Charlottetown Rural High School, Grace Baptist Christian School, and West Royalty Elementary are the only schools within walking distance. The original West Royalty Elementary School was a one-room school located on the Lower Malpeque Road until the 1990s when it was replaced by the present modern structure relocated to the northern part of the neighbourhood to service several new subdivisions.

== Winsloe ==
Winsloe is a neighbourhood in the northwestern part of Charlottetown, Prince Edward Island. The place got its name from John Hodges Winsloe since he owned the largest area of the land in mid of the 19th century.
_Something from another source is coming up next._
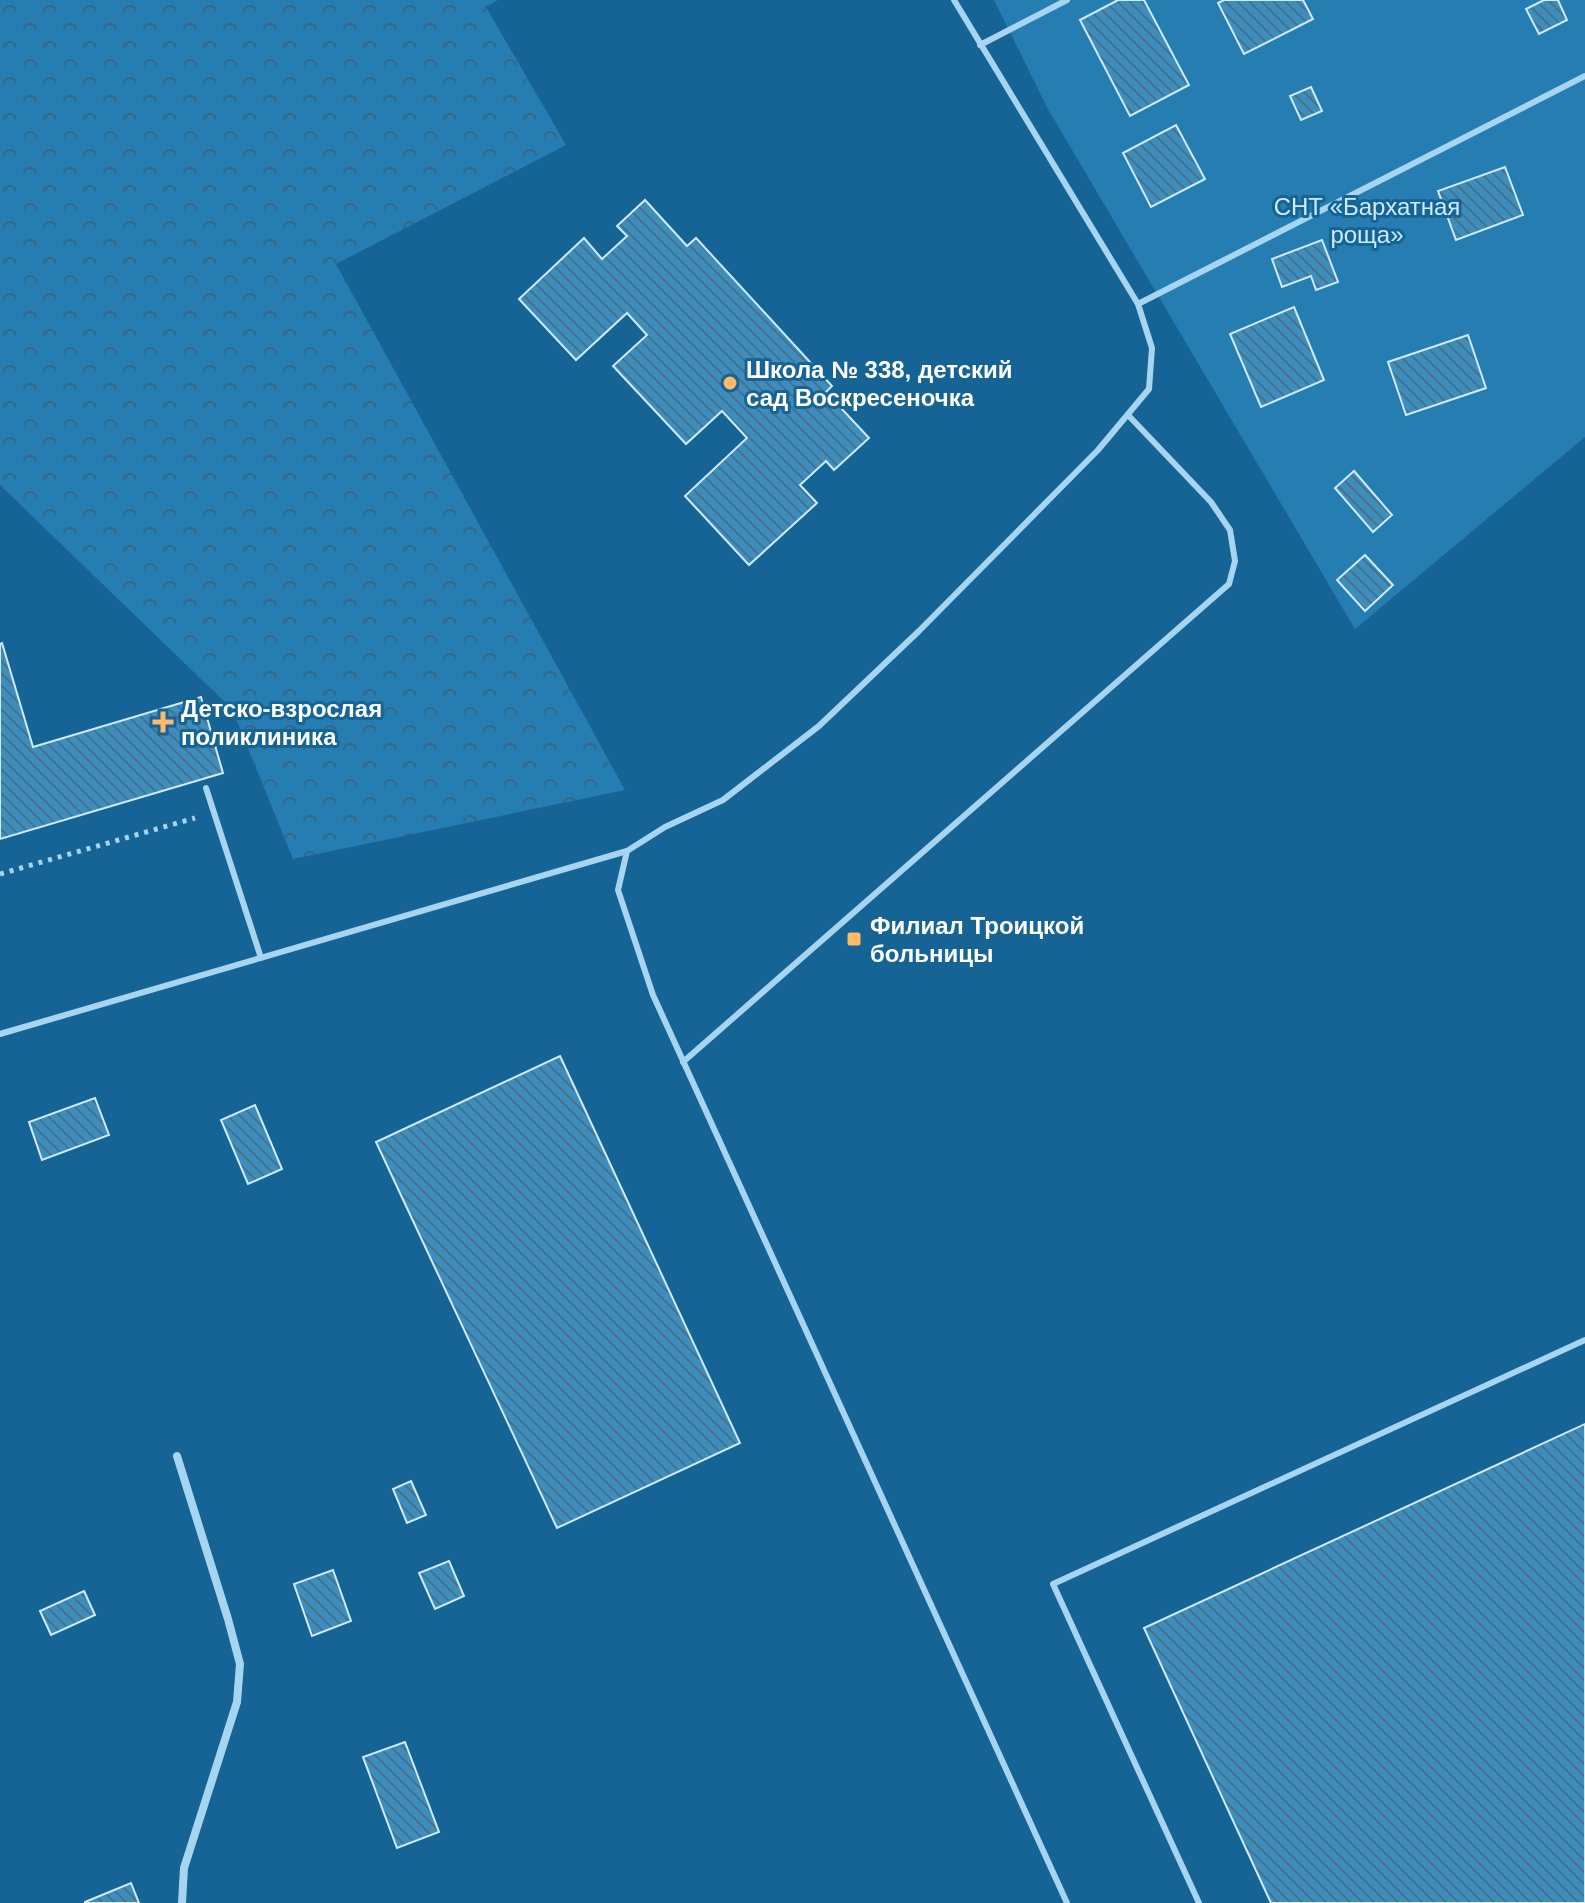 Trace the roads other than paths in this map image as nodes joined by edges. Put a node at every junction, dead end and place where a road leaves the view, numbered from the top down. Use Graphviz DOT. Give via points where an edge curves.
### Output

In 1872 the Prince Edward Island railway was inaugurated to connect Winsloe placed towards the mainline between Charlottetown and Summerside and afterwards towards the Port Borden. Many developments were created in the community in 1970s - 1990s. On April 1, 1995 its status was upgraded to villages and several subdivisions. The Winsloe village development happened very quickly the major improvement was seeing in Winsloe soccer club and neighborhood development.

On April 1, 1995, Winsloe became a part of Charlottetown. And in the 20th century, the construction of the route 2 made Winsloe as a suburb part of Charlottetown.